Iranian Revolutionary Guards (file)
Iranian Revolutionary Guards (file)Reuters

Details of the Iranian nuclear deal show that sanctions relief will primarily benefit Iran's Revolutionary Guards Corps (IRGC), which is involved in terrorist activity around the world.

That relief will see about 90 current and former IRGC officials, entities including the IRGC, and firms doing business for the IRGC taken off of sanctions lists according to Reuters.

Dozens of IRGC-related firms will see a boon from the deal, and their economic profit is estimated to be a major source of the massive gain Iran is to experience from the controversial agreement.

Those firms taken off sanctions lists as soon as the deal is implemented will be able to "move money through global banks, access the SWIFT financial system, obtain and extend credit," and more, according to Foundation for Defense of Democracies executive director Mark Dubowitz.

Dubowitz told Reuters that IRGC will be able to use their dominant role in Iran's economy to be a major force in bringing in new business to Iran, a fact that lead them to likely demand a piece of the pie as companies try to enter the Iranian market.

"Any company that wants to do business in a key strategic sector of Iran’s economy will have to do business with the Revolutionary Guards," he said.

One Western diplomat has estimated that the annual windfall for the IRGC from its business activities is between $10-12 billion.

Giving EU the green light

The nuclear deal will give sanctions relief to the IRGC in stages, with some linked firms seeing benefits immediately and others having to wait eight years for relief from the EU. The US will not give direct sanctions relief to those firms accused of more serious and direct involvement in foreign terrorist acts.

One of those firms that will have to wait eight years for EU relief is IRGC's construction arm, Khatam al Anbia, which holds at least 812 affiliated companies in an empire worth billions of dollars.
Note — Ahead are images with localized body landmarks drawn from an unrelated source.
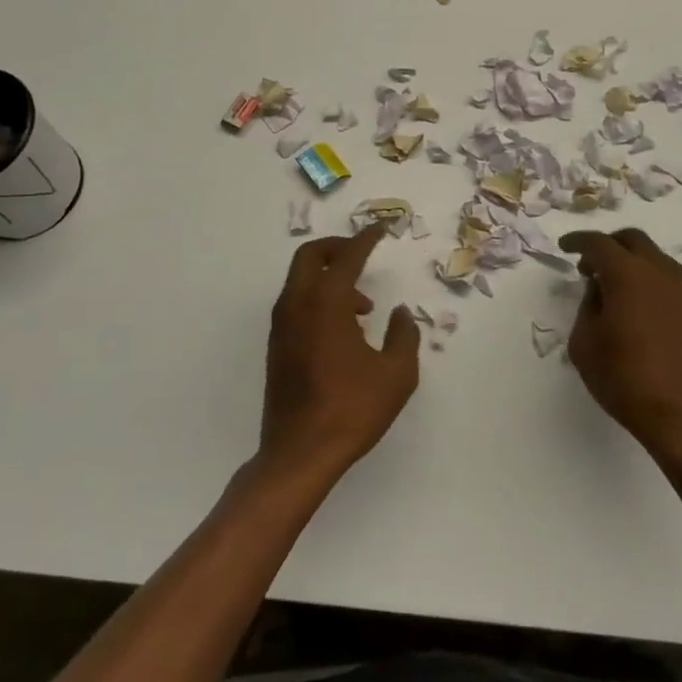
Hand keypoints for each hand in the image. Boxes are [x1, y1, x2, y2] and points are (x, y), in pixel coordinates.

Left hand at [259, 224, 418, 484]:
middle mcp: (298, 305)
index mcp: (326, 303)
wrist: (299, 454)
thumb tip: (398, 313)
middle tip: (363, 254)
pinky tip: (344, 329)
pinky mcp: (277, 346)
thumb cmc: (352, 410)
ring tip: (363, 307)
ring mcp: (282, 326)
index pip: (347, 257)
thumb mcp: (396, 374)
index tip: (381, 228)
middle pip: (310, 256)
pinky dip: (318, 299)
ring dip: (329, 277)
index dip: (366, 238)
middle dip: (338, 247)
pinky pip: (297, 303)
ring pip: (301, 280)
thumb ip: (403, 335)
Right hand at [559, 228, 681, 463]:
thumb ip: (587, 306)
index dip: (578, 241)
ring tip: (615, 288)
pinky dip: (651, 281)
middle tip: (590, 265)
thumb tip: (599, 290)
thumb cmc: (625, 379)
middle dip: (608, 245)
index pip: (598, 243)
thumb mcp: (585, 343)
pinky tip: (641, 307)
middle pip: (632, 240)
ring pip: (655, 258)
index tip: (565, 246)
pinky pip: (670, 280)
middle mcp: (659, 272)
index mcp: (627, 274)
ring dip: (632, 262)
The US has stated the firms are "proliferators of weapons of mass destruction."

Likewise Bank Saderat Iran (BSI), which the US notes transfers money to terror proxies such as Hamas and Hezbollah, will also see EU sanctions lifted in eight years.

The elite Quds Force, responsible for Iran's foreign terror operations, and the IRGC's airforce and missile command, will also be de-listed by the EU in eight years.
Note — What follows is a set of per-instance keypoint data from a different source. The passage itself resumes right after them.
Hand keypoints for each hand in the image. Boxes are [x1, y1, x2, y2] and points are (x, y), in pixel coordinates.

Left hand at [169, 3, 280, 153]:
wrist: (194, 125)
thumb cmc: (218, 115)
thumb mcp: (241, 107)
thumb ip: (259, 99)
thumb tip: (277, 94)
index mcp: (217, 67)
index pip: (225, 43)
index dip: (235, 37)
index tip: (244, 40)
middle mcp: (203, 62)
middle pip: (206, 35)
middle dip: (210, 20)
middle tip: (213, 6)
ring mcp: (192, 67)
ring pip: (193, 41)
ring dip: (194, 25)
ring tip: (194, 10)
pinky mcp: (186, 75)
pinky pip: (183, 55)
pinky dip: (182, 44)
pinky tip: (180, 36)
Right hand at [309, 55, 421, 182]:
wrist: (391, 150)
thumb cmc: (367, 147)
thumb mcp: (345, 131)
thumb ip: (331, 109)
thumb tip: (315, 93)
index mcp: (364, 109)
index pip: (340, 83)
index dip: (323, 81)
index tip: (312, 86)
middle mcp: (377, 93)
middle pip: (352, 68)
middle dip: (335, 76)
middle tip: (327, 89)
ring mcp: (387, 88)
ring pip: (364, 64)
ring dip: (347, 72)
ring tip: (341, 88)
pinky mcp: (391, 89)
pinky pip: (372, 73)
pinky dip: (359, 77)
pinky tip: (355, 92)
Aside from Quds Force Commander Gen. Qassem Soleimani, other senior terror officials who will have sanctions removed in eight years include Ahmad Vahidi, a former head of the IRGC wanted by Interpol for his role in the 1994 bombing of a Jewish community in Argentina's Buenos Aires by Hezbollah at Tehran's orders.

A number of smaller companies connected to the IRGC, many of which directly obtain military goods, are also to receive EU relief in eight years, such as Iran Aircraft Manufacturing Company responsible for developing military aircraft and unmanned aircraft, and Marine Industries that is tasked with marine military acquisitions.

Senator Bob Corker, chair of the Senate Foreign Relations Committee, warned at a hearing last month that the IRGC are "going to be the number one beneficiary of the sanctions lifting."